I sat quietly processing the awful scene, a whole team of physicians and nurses trying to resuscitate a young man who had quietly exsanguinated right in from of them. “There is no possible way they doctors could have known what was happening with your son,” I said to the father with finality. “I know that you want to find someone responsible for this awful tragedy. But they did the best anyone – -and I mean anyone – could have done under this circumstance.”
“But 15 hours? Couldn’t they have done something?” he asked plaintively.

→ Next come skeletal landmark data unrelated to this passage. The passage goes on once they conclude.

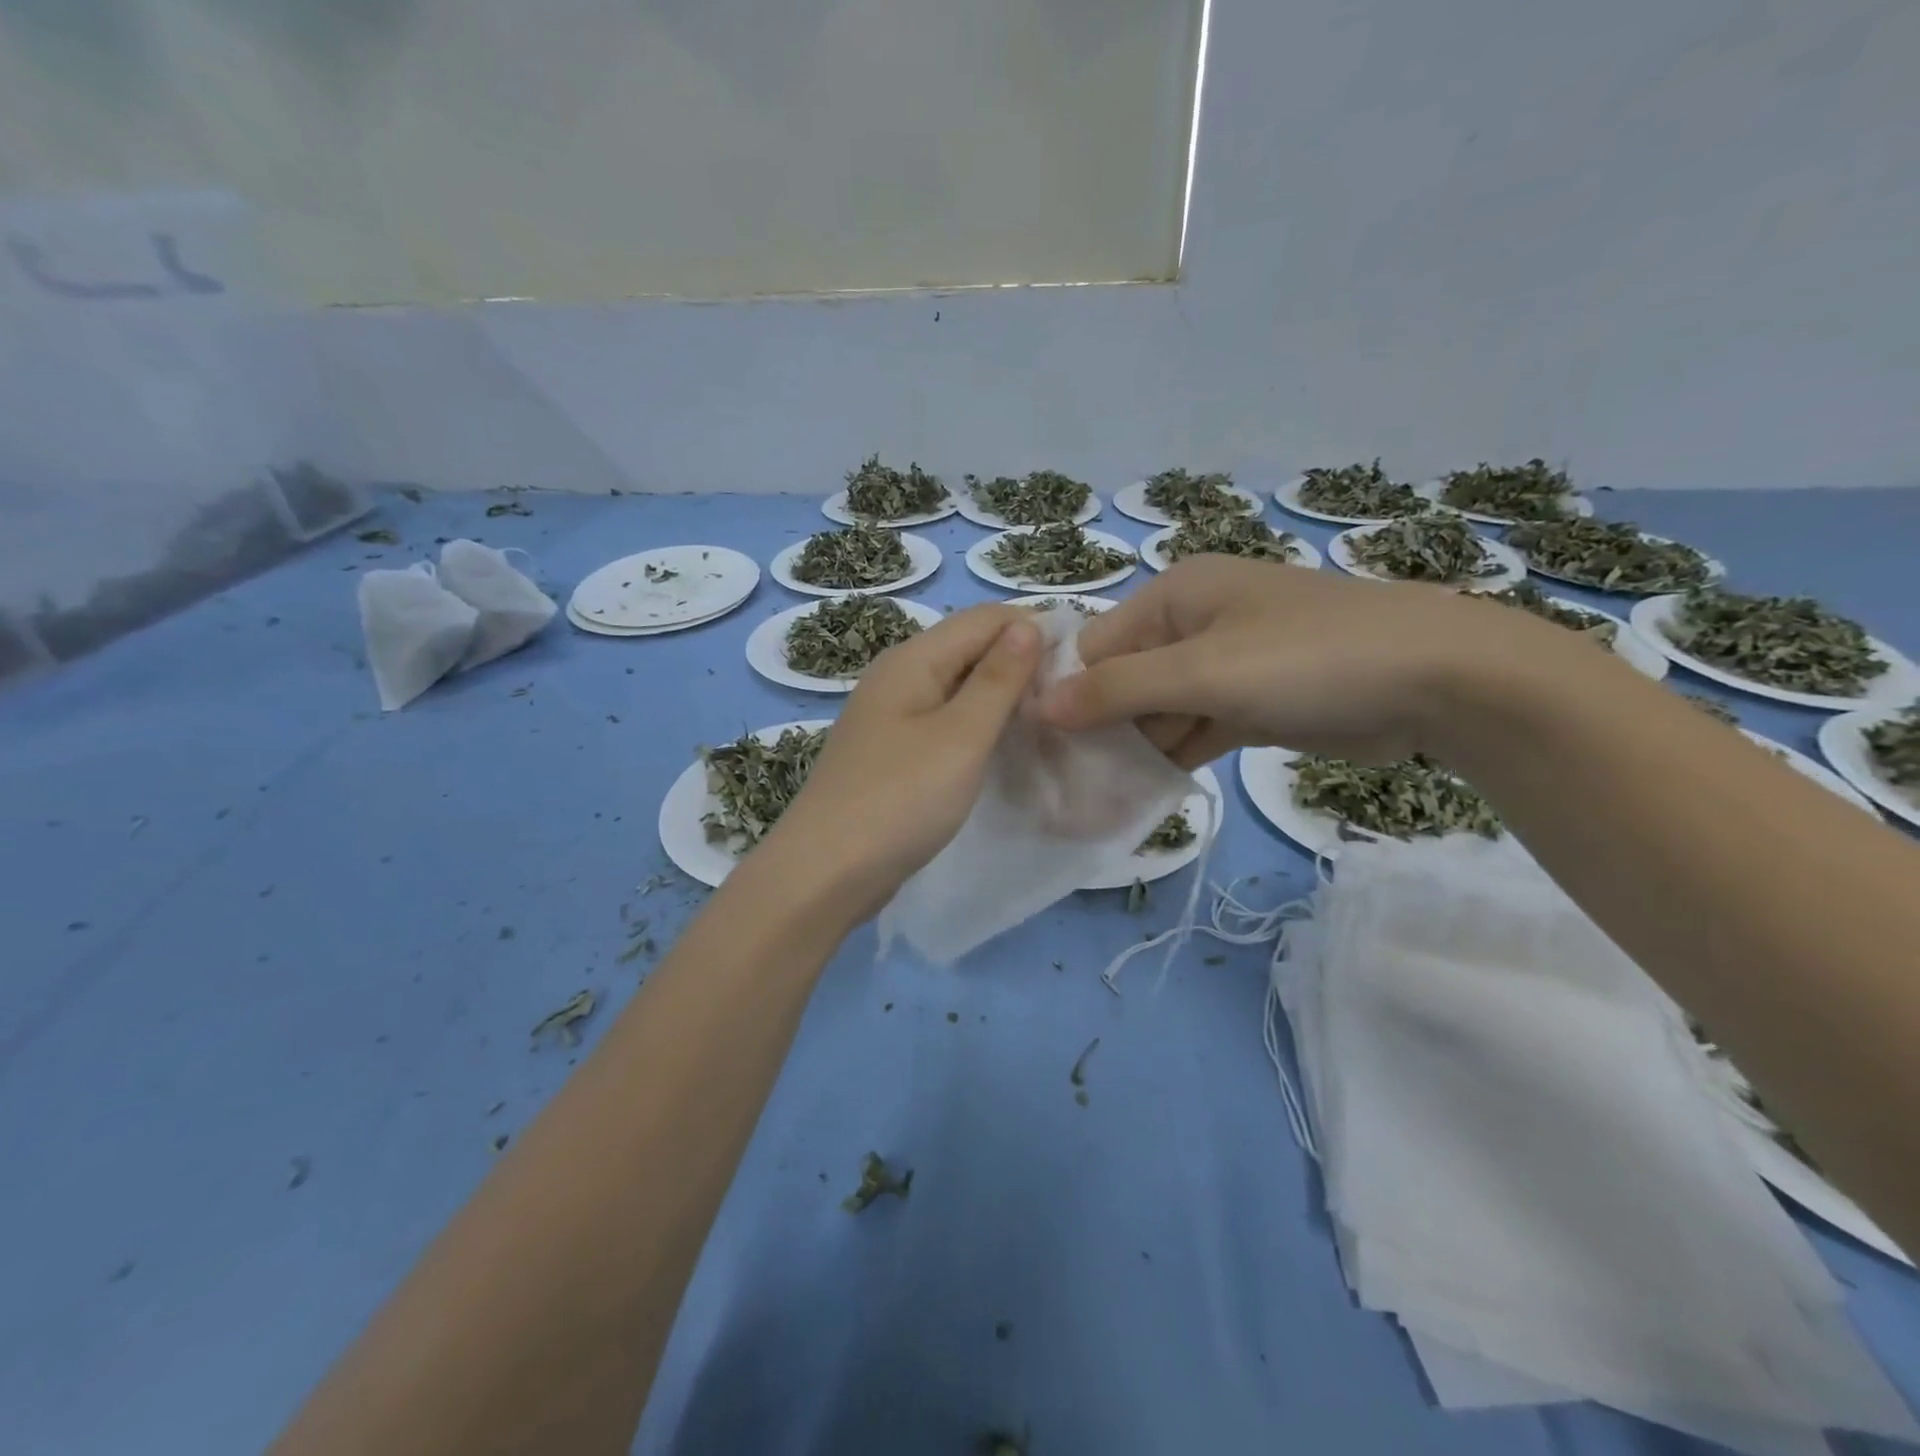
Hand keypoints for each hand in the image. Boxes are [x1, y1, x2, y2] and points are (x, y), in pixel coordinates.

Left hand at [762, 604, 1041, 916]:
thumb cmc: (900, 799)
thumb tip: (1028, 624)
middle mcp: (898, 675)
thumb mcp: (960, 736)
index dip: (1033, 629)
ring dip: (1000, 696)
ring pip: (956, 686)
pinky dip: (975, 724)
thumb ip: (997, 679)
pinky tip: (1001, 745)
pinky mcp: (891, 750)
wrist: (826, 871)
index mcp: (912, 659)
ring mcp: (890, 714)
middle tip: (1069, 696)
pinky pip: (942, 719)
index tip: (1081, 662)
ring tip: (1046, 719)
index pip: (984, 619)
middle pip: (968, 648)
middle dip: (1019, 662)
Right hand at [1037, 556, 1543, 765]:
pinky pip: (1193, 729)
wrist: (1437, 681)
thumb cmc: (1307, 659)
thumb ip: (1117, 689)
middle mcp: (1192, 624)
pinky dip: (1172, 757)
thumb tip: (1039, 706)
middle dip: (1099, 728)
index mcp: (1175, 595)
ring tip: (1091, 798)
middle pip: (1124, 679)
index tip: (1041, 749)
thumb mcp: (1203, 672)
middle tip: (1063, 785)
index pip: (1096, 645)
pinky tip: (1140, 791)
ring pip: (1158, 710)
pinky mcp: (1251, 704)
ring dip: (1134, 749)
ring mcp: (1224, 666)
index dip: (1068, 694)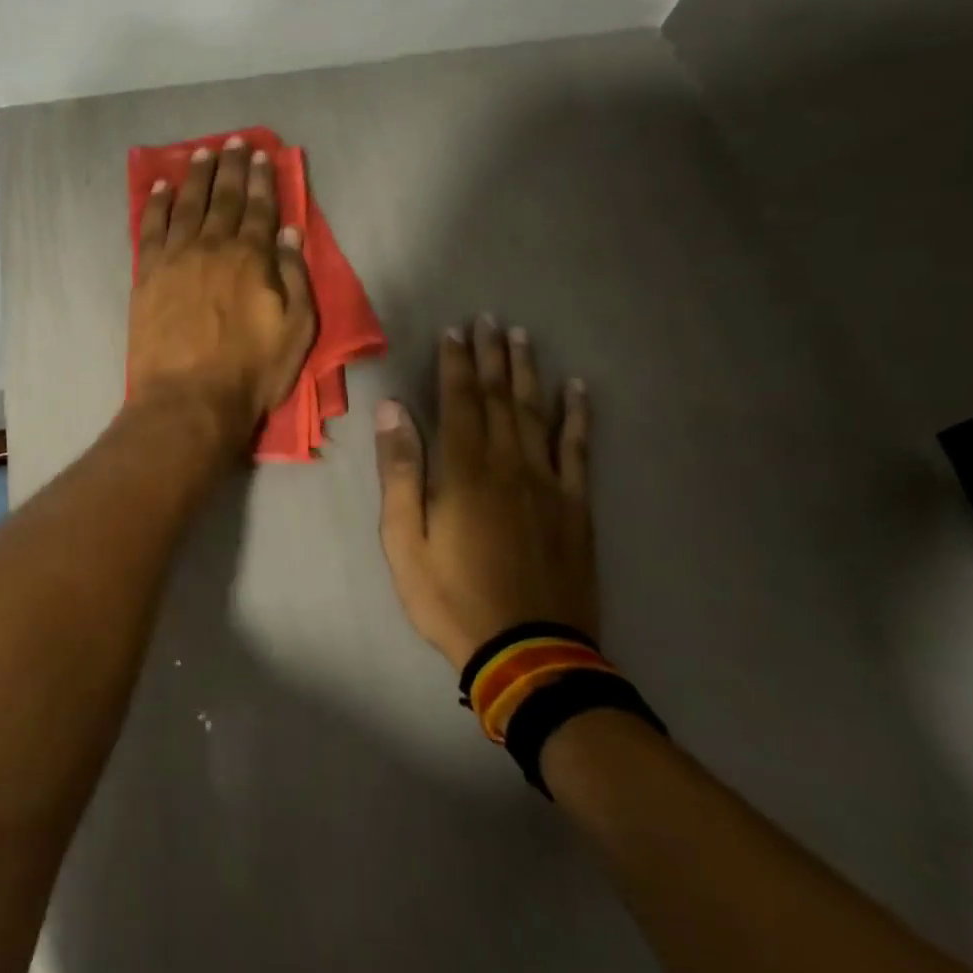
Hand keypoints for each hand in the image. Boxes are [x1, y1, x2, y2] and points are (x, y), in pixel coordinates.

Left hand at [129, 138, 316, 449]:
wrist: (188, 400)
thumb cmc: (251, 372)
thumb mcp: (296, 330)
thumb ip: (294, 277)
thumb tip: (289, 232)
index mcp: (251, 258)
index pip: (260, 209)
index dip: (263, 180)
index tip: (262, 155)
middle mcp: (213, 247)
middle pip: (224, 198)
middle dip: (231, 168)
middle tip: (233, 142)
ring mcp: (176, 258)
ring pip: (187, 205)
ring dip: (195, 176)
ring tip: (201, 152)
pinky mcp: (148, 275)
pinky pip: (151, 228)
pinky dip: (156, 204)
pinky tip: (160, 186)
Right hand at [374, 316, 596, 671]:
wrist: (528, 651)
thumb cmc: (451, 596)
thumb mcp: (405, 539)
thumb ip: (401, 472)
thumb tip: (394, 411)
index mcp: (464, 471)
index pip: (459, 401)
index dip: (456, 364)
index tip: (454, 332)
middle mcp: (509, 464)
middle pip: (500, 398)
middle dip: (492, 357)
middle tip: (490, 321)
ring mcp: (548, 483)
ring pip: (537, 413)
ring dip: (529, 372)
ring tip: (523, 338)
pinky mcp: (575, 505)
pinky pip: (578, 449)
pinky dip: (578, 416)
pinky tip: (577, 390)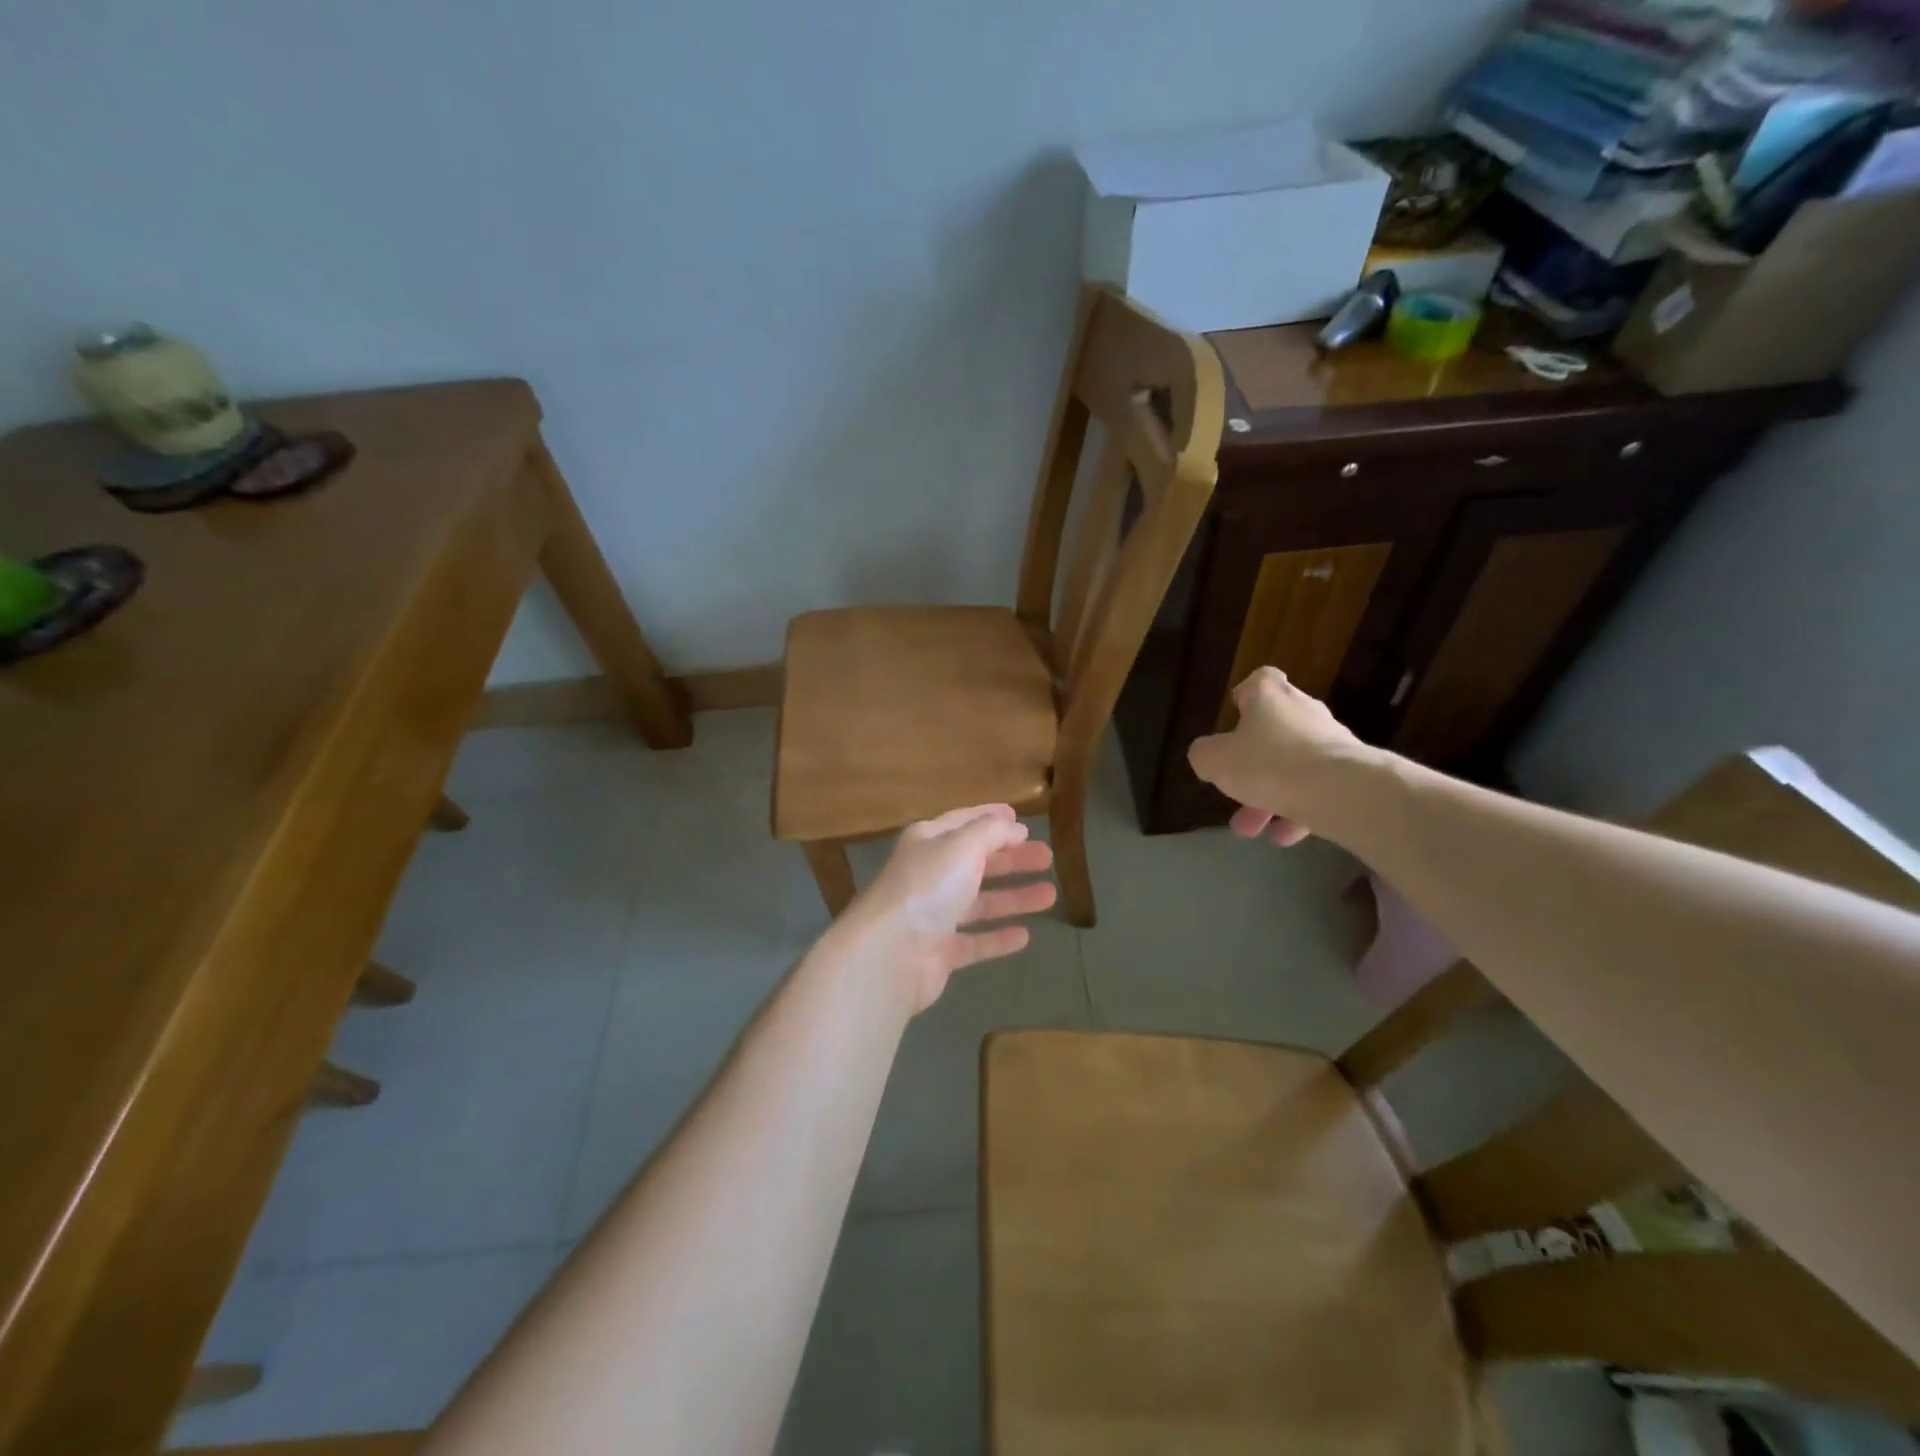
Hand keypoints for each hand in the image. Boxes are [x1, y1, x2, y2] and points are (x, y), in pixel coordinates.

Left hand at [839, 805, 1056, 1011]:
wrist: (890, 953)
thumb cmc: (928, 887)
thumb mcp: (963, 845)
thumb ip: (991, 832)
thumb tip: (1013, 826)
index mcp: (928, 842)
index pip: (963, 822)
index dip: (991, 818)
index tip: (1020, 818)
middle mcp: (929, 876)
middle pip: (976, 862)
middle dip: (1012, 859)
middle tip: (1047, 857)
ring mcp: (933, 916)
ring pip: (980, 902)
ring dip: (1014, 897)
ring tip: (1050, 894)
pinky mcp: (939, 954)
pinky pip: (975, 942)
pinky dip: (998, 938)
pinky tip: (1025, 936)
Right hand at [1187, 667, 1372, 845]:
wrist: (1343, 792)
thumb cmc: (1270, 764)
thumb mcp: (1216, 760)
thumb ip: (1205, 754)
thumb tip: (1207, 755)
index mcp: (1270, 698)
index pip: (1260, 680)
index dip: (1245, 695)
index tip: (1234, 716)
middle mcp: (1304, 712)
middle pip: (1275, 728)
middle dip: (1252, 760)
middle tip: (1233, 787)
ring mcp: (1332, 741)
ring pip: (1293, 765)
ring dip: (1270, 793)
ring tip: (1252, 828)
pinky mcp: (1352, 772)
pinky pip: (1317, 788)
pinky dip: (1298, 809)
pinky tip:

“I am so, so sorry for your loss,” I said, wishing I could reach across the room to comfort the soul of the grieving man. “But the doctors acted reasonably, by anyone’s standard.” I began scanning the ED chart one last time to see if anything at all would give a clue, some insight into the final outcome. Then I saw it. It wasn’t a clue to the diagnosis. But it was a clue to the depth of the family’s pain. The ED record clearly recorded that the patient and his mother were offered the opportunity to have an elective exploratory laparoscopy. There were no details of the discussion. But it appeared that they were given the one opportunity to possibly discover the cause of his illness…but declined. While I felt that no surgeon could have found and adequately repaired this occult injury, I feared that the mother was blaming herself for what she perceived as her failure.
“You need to tell your wife that it was not the doctor’s fault. But you need to tell her it wasn’t her fault either. Sometimes bad things happen. And it’s no one’s responsibility.”